REQUIRED WORK. Look through the data below and show every line that includes "Terra".
━━━━━━━━━━━━━━━━━━━━━━━━━━━━━━
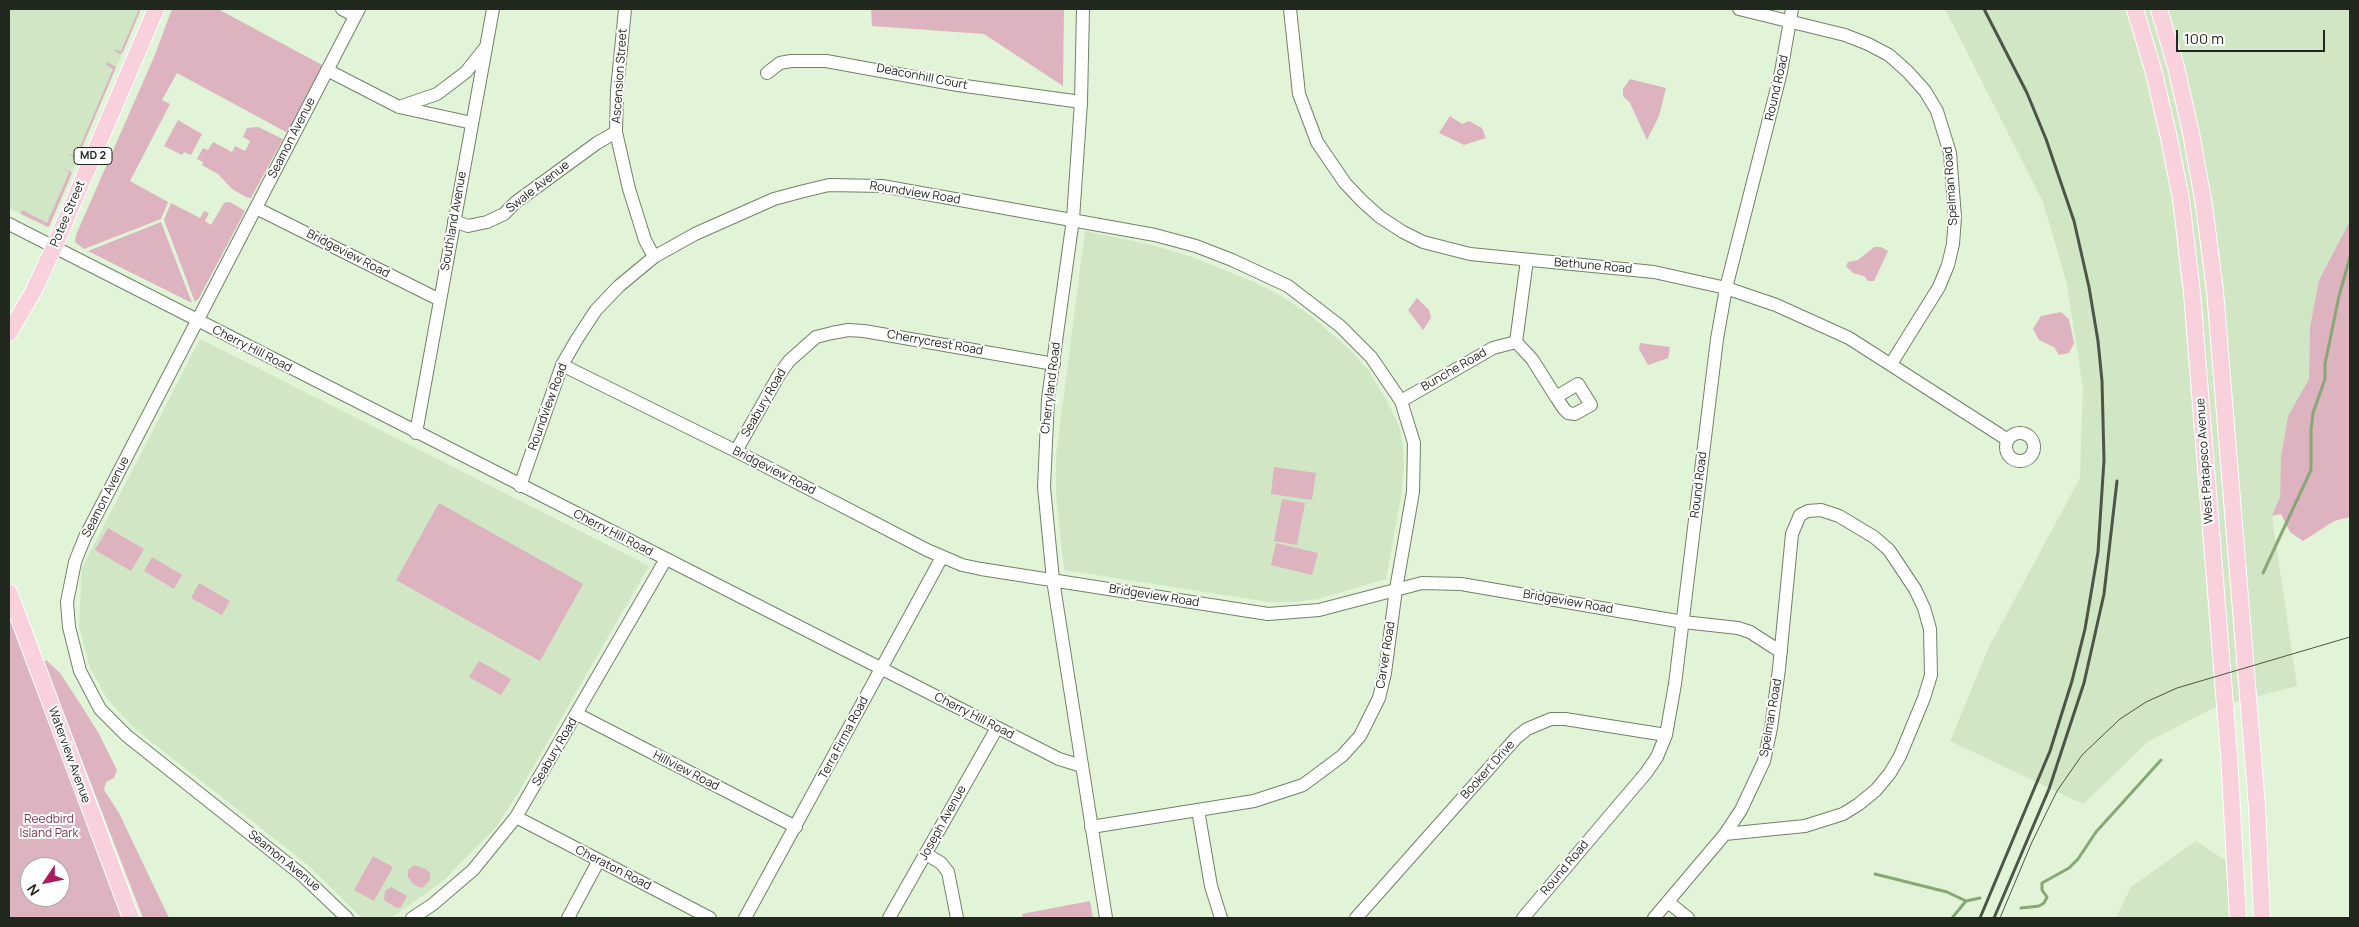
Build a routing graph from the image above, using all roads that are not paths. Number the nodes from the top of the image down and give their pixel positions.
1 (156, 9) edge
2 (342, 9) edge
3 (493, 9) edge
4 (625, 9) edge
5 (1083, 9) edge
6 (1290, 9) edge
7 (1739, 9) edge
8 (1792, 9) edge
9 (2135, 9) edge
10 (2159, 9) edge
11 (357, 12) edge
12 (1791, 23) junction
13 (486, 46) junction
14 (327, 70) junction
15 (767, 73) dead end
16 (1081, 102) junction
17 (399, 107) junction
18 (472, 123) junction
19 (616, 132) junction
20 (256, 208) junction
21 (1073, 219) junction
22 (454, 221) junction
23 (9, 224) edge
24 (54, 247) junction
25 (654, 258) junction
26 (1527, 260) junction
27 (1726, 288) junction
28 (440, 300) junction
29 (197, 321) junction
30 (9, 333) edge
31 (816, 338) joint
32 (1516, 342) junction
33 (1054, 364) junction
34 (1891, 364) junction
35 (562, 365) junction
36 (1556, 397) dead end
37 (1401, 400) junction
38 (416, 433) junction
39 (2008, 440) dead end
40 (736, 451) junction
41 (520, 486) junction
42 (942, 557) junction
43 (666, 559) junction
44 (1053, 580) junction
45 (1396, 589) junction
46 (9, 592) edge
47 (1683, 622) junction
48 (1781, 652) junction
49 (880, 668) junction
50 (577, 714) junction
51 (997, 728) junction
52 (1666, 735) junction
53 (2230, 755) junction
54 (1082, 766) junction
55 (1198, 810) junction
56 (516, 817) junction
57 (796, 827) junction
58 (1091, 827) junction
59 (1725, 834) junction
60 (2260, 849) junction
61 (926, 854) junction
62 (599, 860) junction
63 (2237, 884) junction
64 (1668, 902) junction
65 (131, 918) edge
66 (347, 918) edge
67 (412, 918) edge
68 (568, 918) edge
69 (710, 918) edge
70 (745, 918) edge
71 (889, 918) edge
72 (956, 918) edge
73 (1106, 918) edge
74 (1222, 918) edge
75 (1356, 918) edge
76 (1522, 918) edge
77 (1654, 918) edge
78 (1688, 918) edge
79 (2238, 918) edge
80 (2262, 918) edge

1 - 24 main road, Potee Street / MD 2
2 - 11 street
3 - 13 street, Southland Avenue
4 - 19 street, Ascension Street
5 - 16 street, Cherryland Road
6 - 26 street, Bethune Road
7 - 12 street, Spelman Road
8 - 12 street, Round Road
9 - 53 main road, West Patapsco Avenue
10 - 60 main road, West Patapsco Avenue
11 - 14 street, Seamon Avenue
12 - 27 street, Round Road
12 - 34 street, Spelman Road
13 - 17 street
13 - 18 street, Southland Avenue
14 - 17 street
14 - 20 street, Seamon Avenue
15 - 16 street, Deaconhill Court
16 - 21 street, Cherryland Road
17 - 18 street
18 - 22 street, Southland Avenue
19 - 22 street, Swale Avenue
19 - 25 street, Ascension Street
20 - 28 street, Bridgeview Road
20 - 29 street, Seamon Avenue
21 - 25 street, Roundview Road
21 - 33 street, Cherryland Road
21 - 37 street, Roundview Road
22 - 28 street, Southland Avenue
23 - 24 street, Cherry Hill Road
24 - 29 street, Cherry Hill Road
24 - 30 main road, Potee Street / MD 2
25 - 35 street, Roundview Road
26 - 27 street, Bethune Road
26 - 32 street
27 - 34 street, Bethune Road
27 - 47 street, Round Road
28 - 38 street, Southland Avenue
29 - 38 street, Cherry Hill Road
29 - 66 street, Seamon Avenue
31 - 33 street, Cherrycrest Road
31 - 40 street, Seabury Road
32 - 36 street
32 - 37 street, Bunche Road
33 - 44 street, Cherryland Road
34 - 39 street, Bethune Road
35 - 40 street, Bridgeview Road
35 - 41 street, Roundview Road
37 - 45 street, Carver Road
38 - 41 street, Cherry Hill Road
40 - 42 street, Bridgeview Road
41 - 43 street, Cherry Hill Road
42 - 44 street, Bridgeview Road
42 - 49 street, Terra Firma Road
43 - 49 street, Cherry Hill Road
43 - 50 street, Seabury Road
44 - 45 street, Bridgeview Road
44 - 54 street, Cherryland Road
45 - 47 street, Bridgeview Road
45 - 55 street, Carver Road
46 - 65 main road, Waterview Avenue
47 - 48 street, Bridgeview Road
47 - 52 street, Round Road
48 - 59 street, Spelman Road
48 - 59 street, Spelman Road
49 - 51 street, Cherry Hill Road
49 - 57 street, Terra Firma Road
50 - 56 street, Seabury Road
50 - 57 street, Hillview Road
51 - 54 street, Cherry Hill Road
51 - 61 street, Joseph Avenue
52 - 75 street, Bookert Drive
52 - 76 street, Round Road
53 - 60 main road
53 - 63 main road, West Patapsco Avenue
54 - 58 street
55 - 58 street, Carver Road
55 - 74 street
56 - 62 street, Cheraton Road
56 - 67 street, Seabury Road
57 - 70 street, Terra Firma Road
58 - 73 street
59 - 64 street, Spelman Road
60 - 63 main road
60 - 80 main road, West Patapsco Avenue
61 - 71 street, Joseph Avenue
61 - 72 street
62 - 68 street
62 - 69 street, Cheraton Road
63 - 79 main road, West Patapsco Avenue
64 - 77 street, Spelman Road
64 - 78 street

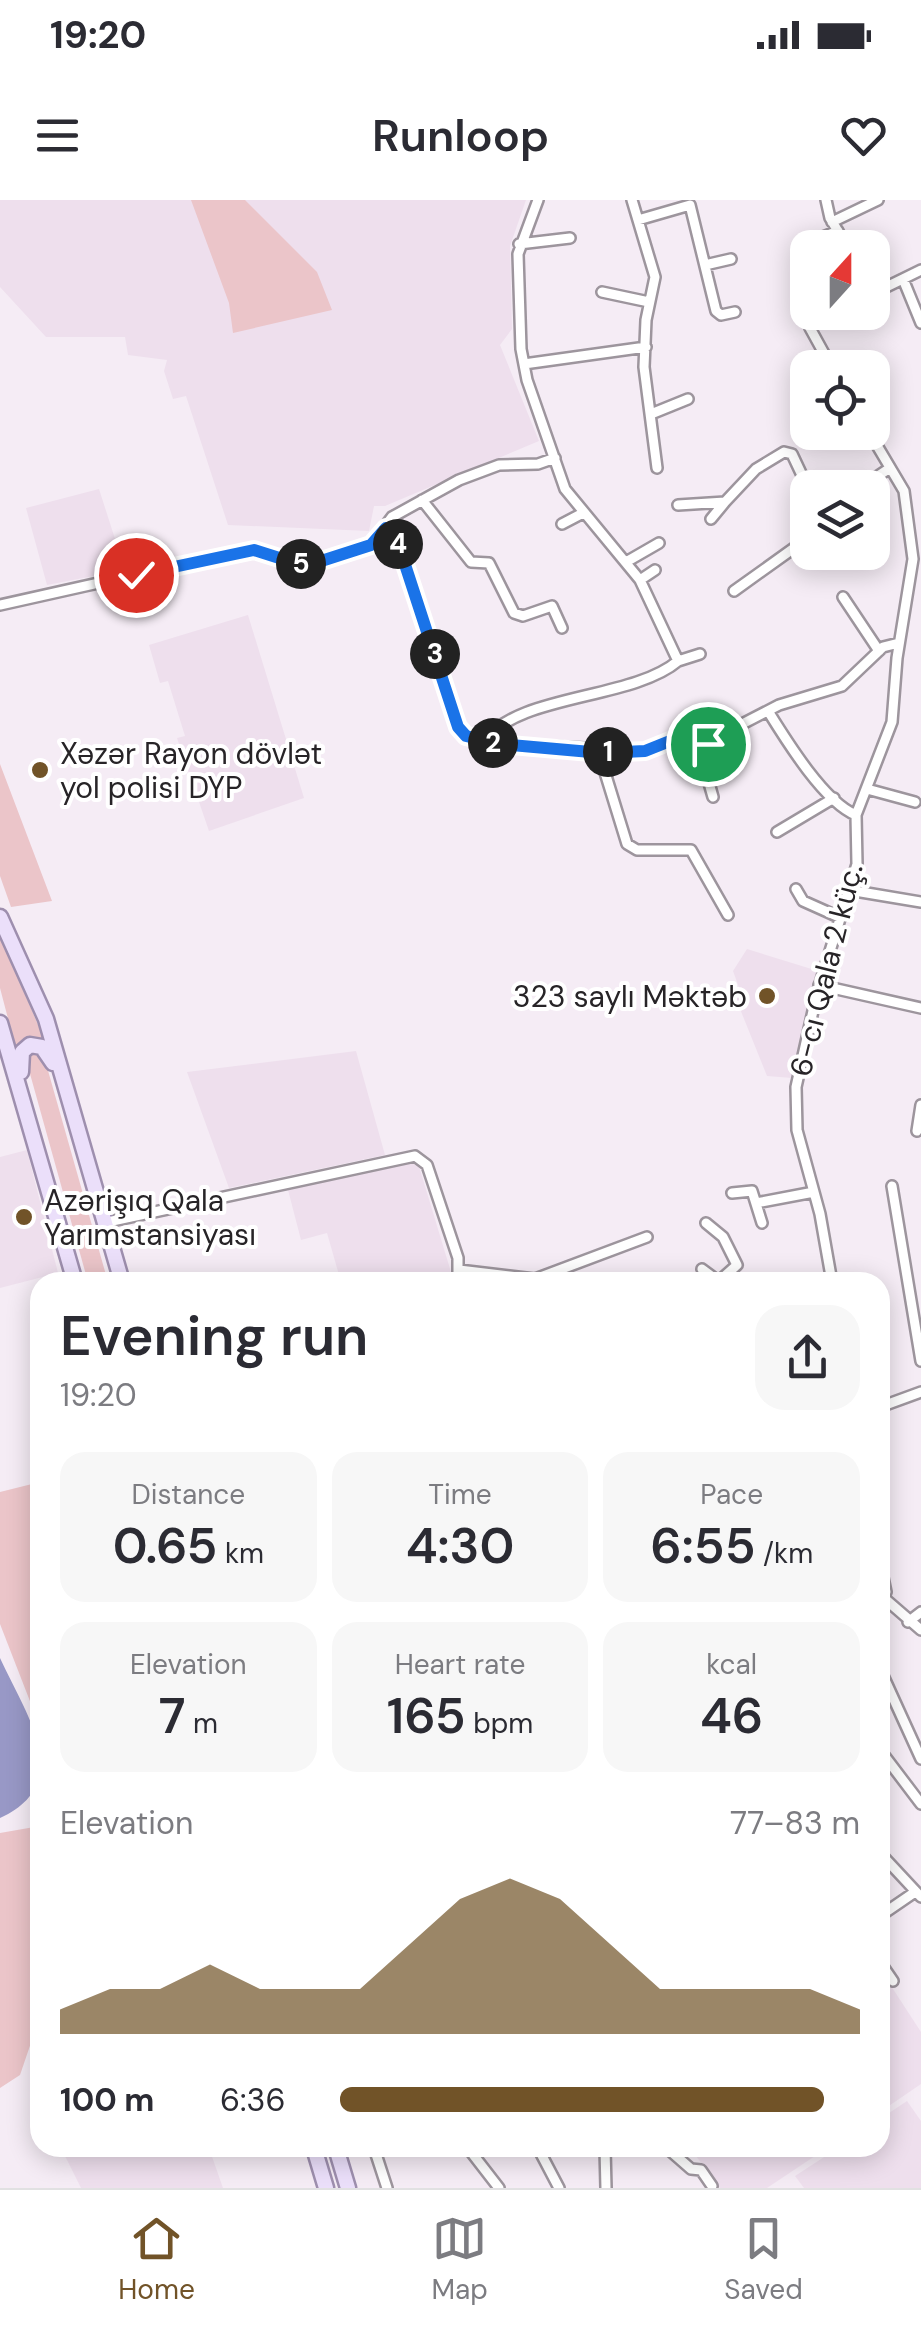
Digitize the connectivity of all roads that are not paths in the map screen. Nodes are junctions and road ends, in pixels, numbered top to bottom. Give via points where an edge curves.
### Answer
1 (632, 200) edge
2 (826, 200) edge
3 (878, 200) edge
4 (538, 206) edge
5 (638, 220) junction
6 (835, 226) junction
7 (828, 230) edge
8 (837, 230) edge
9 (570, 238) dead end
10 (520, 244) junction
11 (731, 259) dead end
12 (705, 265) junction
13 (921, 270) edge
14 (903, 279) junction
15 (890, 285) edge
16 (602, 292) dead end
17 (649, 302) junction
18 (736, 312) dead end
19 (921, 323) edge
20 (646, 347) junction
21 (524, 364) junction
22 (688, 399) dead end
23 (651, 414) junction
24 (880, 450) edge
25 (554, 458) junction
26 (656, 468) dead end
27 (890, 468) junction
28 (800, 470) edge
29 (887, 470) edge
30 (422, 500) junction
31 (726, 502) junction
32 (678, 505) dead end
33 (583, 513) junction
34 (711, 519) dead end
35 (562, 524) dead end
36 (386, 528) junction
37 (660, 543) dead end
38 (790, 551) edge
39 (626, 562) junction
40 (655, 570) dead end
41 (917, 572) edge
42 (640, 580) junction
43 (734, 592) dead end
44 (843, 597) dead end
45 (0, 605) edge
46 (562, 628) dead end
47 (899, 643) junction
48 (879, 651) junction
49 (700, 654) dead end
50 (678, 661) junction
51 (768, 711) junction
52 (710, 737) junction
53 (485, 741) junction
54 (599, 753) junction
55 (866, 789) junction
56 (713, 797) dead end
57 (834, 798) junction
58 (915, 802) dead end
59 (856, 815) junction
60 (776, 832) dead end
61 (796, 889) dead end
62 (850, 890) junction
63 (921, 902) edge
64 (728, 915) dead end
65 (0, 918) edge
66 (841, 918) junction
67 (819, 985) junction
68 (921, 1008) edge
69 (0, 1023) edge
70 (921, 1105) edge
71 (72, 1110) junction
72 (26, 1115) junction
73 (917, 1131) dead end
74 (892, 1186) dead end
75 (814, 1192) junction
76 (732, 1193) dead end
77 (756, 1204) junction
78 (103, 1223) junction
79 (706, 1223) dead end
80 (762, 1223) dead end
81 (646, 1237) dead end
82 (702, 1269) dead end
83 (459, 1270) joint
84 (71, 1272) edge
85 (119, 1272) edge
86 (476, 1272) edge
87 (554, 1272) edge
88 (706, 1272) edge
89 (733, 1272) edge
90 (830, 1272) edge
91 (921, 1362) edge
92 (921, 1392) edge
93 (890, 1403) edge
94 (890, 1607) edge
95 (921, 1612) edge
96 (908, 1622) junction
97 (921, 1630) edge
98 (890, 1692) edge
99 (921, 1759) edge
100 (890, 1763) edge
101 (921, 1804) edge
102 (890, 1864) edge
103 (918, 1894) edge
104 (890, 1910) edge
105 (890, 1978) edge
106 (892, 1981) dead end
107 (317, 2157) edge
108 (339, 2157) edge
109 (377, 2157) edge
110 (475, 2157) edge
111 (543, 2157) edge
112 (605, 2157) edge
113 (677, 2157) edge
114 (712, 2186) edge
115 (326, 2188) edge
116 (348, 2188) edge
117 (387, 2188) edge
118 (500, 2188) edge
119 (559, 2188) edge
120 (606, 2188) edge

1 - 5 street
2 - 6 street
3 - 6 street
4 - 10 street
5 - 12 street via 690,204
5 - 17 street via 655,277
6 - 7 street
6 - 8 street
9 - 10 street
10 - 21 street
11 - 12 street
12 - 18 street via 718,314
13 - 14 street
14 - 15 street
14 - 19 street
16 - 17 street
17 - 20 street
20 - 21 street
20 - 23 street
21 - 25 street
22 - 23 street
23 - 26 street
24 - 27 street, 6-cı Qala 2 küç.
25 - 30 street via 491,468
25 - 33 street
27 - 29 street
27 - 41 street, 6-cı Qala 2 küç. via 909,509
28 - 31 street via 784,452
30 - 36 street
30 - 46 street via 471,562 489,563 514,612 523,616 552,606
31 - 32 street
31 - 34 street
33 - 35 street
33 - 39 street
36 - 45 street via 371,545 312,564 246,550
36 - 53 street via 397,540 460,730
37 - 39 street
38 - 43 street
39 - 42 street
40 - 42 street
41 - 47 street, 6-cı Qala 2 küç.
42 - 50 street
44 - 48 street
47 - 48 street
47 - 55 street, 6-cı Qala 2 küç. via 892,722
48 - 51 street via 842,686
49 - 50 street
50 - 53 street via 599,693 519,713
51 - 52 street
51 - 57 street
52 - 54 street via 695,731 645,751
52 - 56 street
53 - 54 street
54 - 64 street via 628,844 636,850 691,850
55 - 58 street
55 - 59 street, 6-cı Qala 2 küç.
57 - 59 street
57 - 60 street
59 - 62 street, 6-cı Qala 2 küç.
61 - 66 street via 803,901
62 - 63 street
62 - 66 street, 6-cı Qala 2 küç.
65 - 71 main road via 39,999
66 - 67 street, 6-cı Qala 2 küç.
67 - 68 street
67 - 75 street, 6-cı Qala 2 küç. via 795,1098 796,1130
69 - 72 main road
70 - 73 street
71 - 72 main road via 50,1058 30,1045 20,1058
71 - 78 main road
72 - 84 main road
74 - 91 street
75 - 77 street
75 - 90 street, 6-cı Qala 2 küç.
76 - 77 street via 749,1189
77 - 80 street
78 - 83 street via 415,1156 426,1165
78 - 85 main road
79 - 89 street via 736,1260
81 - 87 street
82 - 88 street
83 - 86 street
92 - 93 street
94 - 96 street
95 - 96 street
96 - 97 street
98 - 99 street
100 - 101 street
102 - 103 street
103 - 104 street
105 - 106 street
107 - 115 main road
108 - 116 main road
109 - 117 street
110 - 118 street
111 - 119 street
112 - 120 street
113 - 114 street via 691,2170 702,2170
━━━━━━━━━━━━━━━━━━━━━━━━━━━━━━
ANSWER BOX.
42 - 49 street, Terra Firma Road
49 - 57 street, Terra Firma Road
57 - 70 street, Terra Firma Road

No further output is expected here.